Pantone 448C is supposedly associated with dirt and death, according to the marketing firm which picked it out. These associations are meant to help eliminate the desire smokers have for their favourite brand of smokes.

I was curious to see what the Facebook homepage would look like painted in it, as it’s also having its glamour killed these days.

The way things are developing, I wouldn’t be surprised if Facebook is forced to make opaque couchĂ© its official colour. Regulations and restrictions certainly lie in its future – but that’s not the only thing it shares with the tobacco industry, as we’ll come to in a second.

Facebook founder and CEO Mark Zuckerberg used to have “eliminating desire” listed on his Facebook profile as an “interest”. It seems he is getting what he wanted. Desire for Facebook and himself is certainly being eliminated these days. Not to mention desire for Facebook stock, which investors are now spitting out in disgust having coveted it for years.

Why? Nobody seemed to care about the Machiavellian use of personal data by surveillance capitalists like Facebook in the past (something we covered extensively), even as tech companies rubbed it in everyone’s faces and were met with applause:

Music streaming service Spotify has gone even further, boasting of its insights into the lives of its users in its billboard advertising:

But something tells me you won’t be seeing more of such bragging. Companies which data harvest will want to keep their abilities and operations close to the chest in the future – because it has now become politically advantageous to target them.

Lose a referendum vote or presidential campaign? Just blame it on the companies profiling voters for your opponents (don’t mention that you were employing similar tactics). They barely pay any tax either, and the youngsters are hopelessly addicted to their services – prime targets for a political crusade.

In 2013 the front cover of the MIT Technology Review magazine boldly stated that “Big Data will Save Politics”. The Cambridge Analytica scandal splattered all over the press makes the idea seem laughable. But when you think about it, big data has saved politics
 just not in the spirit that the headline intended.

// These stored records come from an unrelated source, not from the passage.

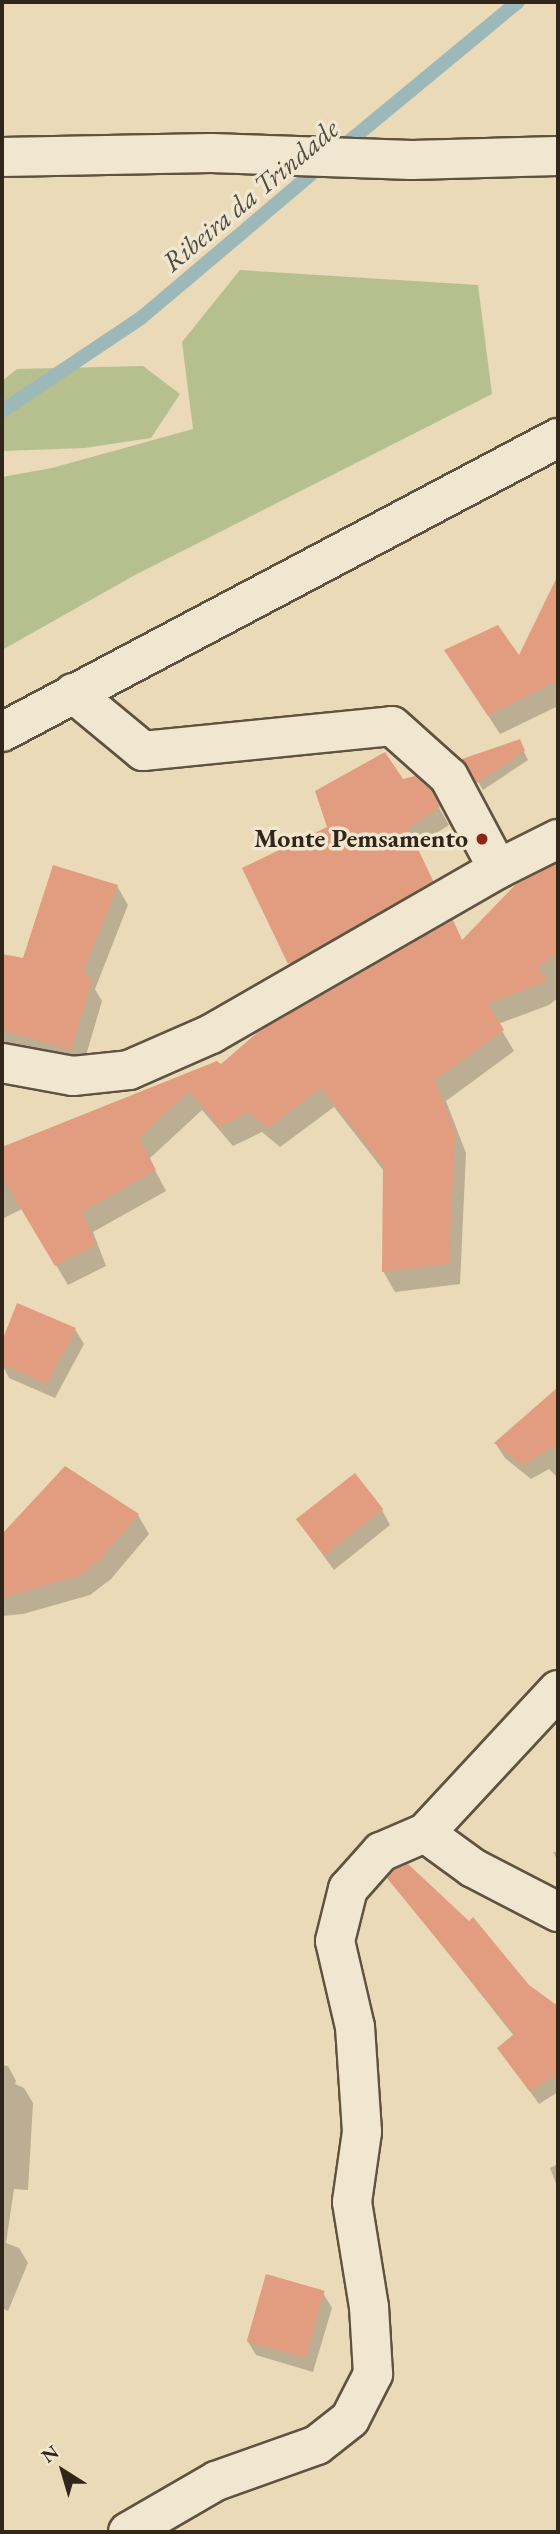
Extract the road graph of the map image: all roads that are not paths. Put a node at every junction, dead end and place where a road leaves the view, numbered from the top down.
1 (558, 156) edge
2 (2, 157) edge
3 (558, 438) edge
4 (72, 693) junction
5 (2, 732) edge
6 (558, 839) edge
7 (498, 869) junction
8 (2, 1063) edge
9 (558, 1690) edge
10 (425, 1833) junction
11 (558, 1912) edge
12 (128, 2532) edge

1 - 2 street
3 - 4 street
4 - 5 street
4 - 7 street
6 - 7 street
7 - 8 street
9 - 10 street
10 - 11 street
10 - 12 street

Career politicians now have an enemy to rally the people against. Regulators have a fresh new industry to regulate. Bureaucrats can give themselves innumerable new tasks to and pretend to be productive. And all paid for by the taxpayer. Yes, big data has saved politics!

Facebook will be the first to be hamstrung with fines and regulations. Google will be next by my reckoning. And this trend will affect investors worldwide – even if you’re not invested in these companies directly. Let me explain.

Harvesting the addicts

The Economist claimed not so long ago that data is the new oil. There are certainly fair comparisons to be made: data has become (to an extent) commoditised, and those with access to the sources have grown into huge companies, surpassing even the oil giants.

In the context of companies like Facebook however, I like to think that data is not the new oil, but the new tobacco.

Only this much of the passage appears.